LASEK (laser epithelial keratomileusis) is a relatively new type of corrective laser eye surgery. It employs an alcohol solution to loosen the outer epithelial layer of the cornea. The laser then treats the exposed cornea surface, and the epithelial flap is replaced as a natural bandage. LASEK is an alternative for those patients who are not candidates for LASIK surgery.
Reasons to consider LASEK:
- Wish to reduce or eliminate dependence on glasses or contacts for those with myopia, hyperopia or astigmatism.
- The epithelial layer is kept, reducing healing time and pain compared to PRK.
- An alternative for patients with thin corneas who are not candidates for LASIK.
- Reduces the chances of post-operative corneal haze, compared to PRK.

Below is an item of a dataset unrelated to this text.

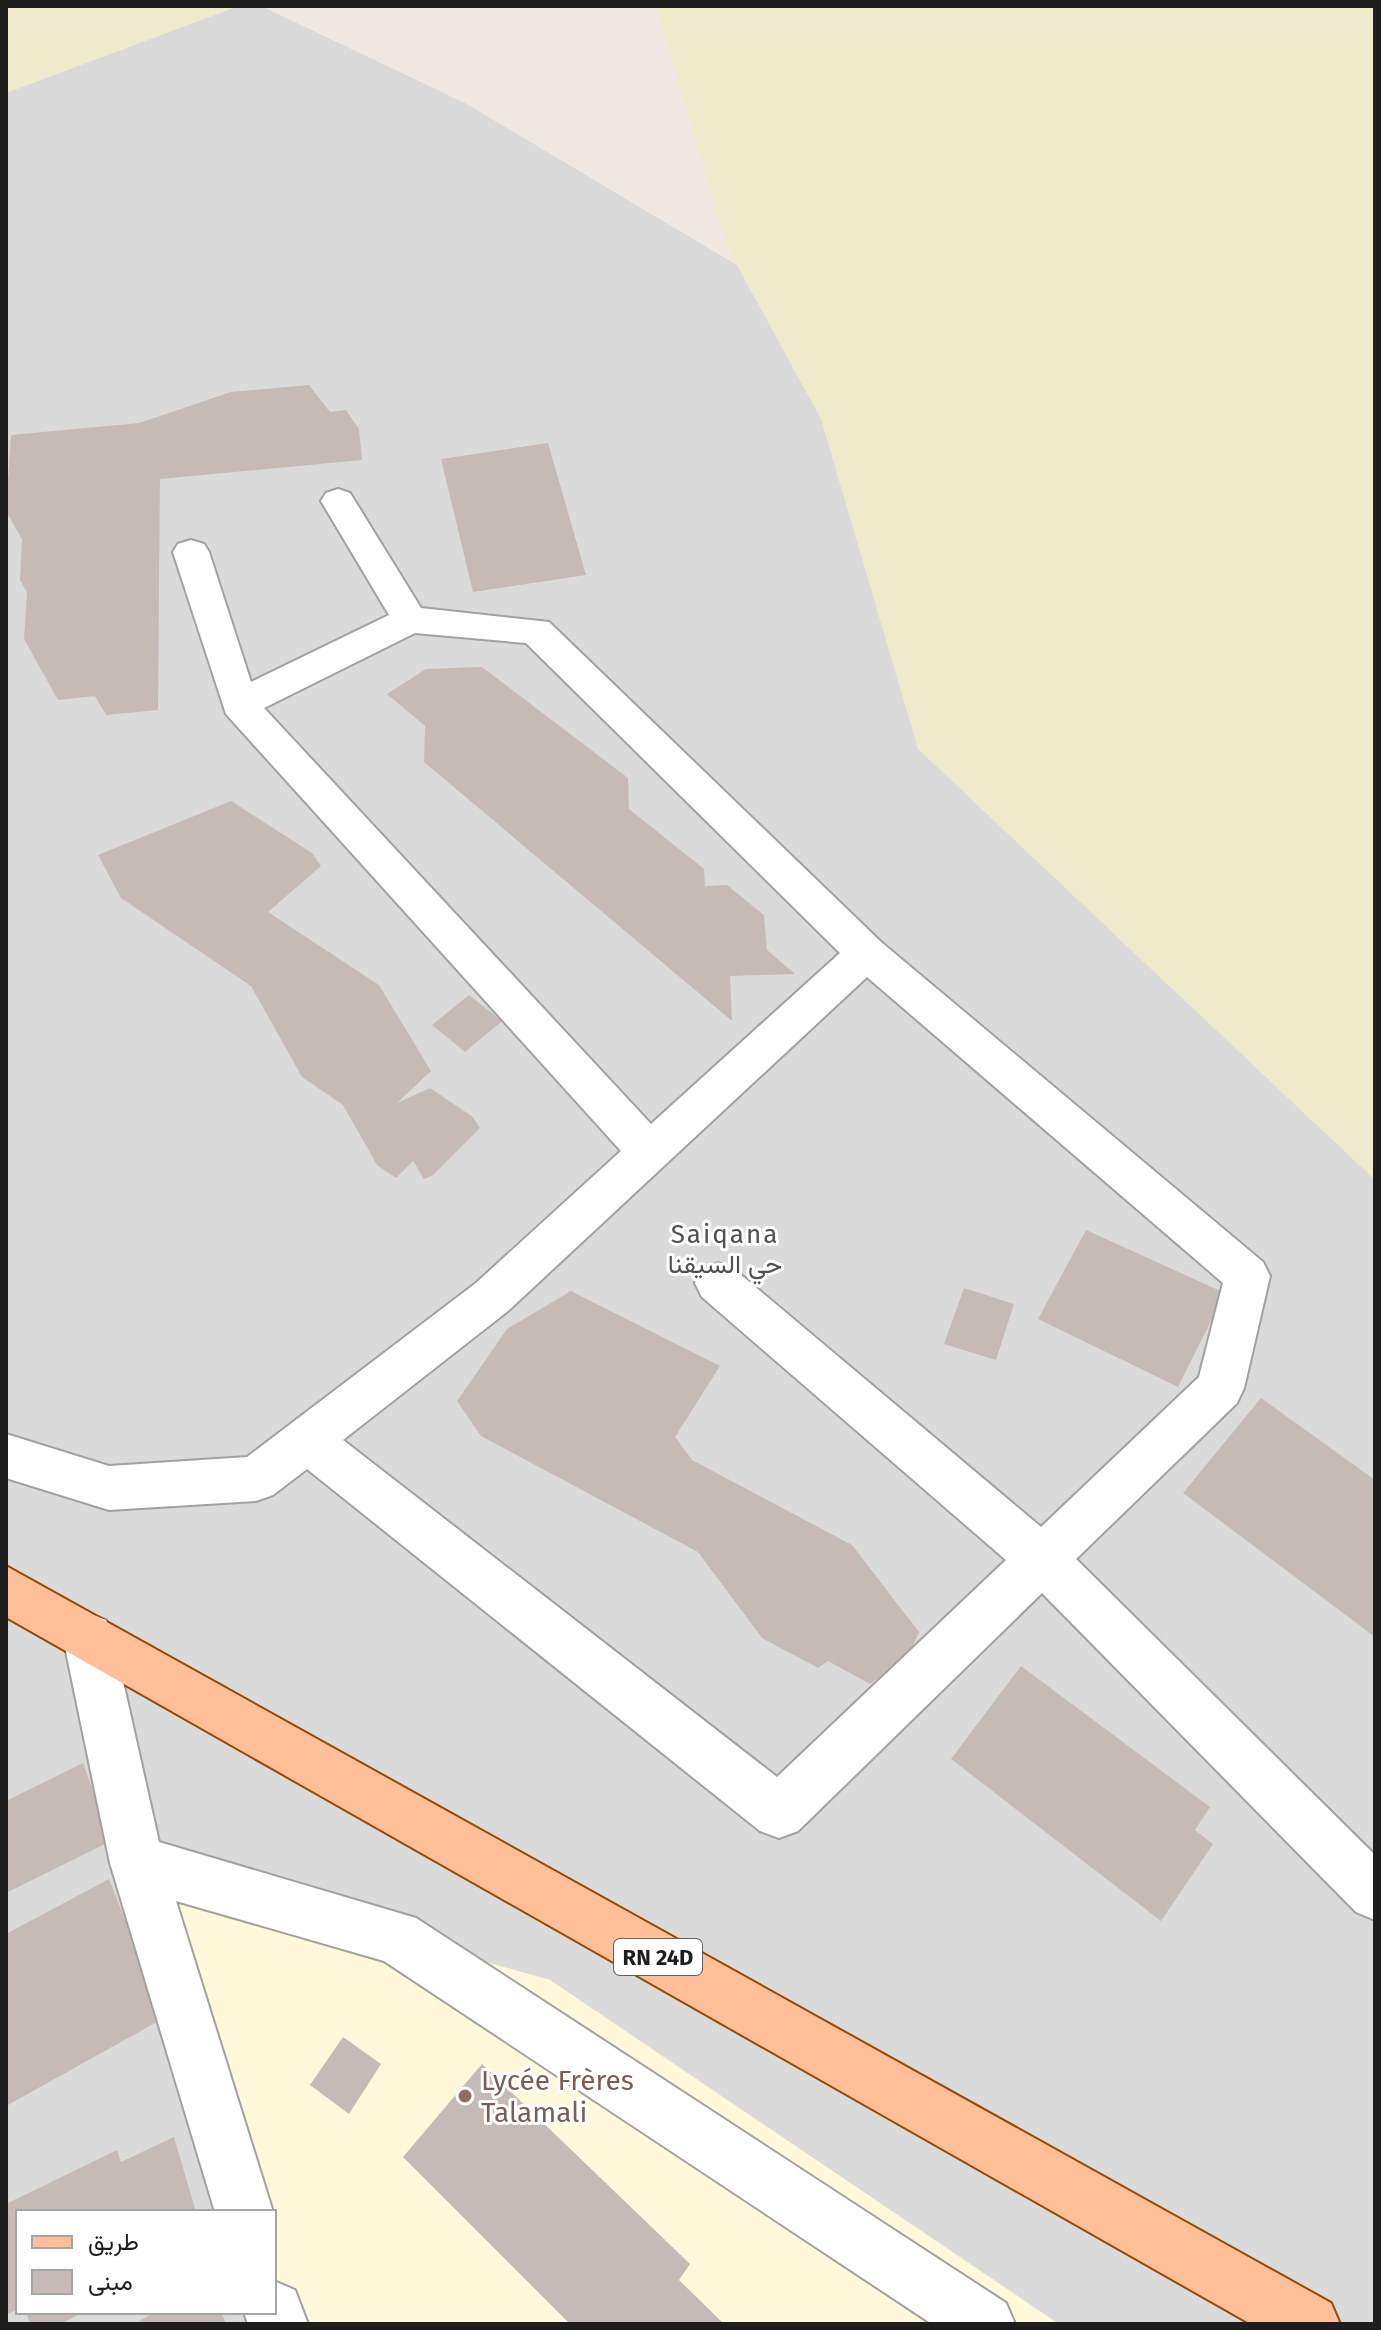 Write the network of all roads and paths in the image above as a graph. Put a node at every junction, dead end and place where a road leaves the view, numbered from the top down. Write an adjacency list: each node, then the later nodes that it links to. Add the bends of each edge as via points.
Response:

- Patients experience dry-eye less often after LASEK than compared to LASIK.
Are you a good candidate?
Our doctors are experienced in laser refractive surgery co-management. They will determine whether you are a good candidate, prepare you for surgery, and take care of you throughout the entire recovery period. We have a dedicated Laser Vision Coordinator who will answer questions and provide information regarding the latest laser treatments for your type of prescription. Laser refractive surgery is typically considered cosmetic and financing is available.
The Surgical Procedure
For the LASEK procedure, the surgeon first creates an epithelial flap. Alcohol is used for about 30 seconds to loosen the epithelial cells. Then the epithelium is lifted, with the help of a trephine blade, and folded aside, to allow access to the inner layers of the cornea. At this point, the excimer laser ablates the carefully-exposed, underlying cornea tissue, just as in LASIK and PRK, by removing corneal tissue. The laser works on enough tissue to counteract the patient’s prescription. After the laser correction is complete, the surgeon replaces the epithelial flap, and applies a bandage contact lens to aid in healing.
Co-Management Throughout Recovery
Usually the patient must wear the bandage contact lens for ~7 days. The patient should rest and refrain from any strenuous activities. Most patients can return to work in a few days. Our Laser Vision Coordinator will schedule several follow-up checks with our optometrists, starting at day 1 post-surgery, to monitor the healing process. The post-surgical checks will focus on proper healing, inflammation control, and infection prevention. Your optometrist will also remove the bandage contact lens when the timing is correct.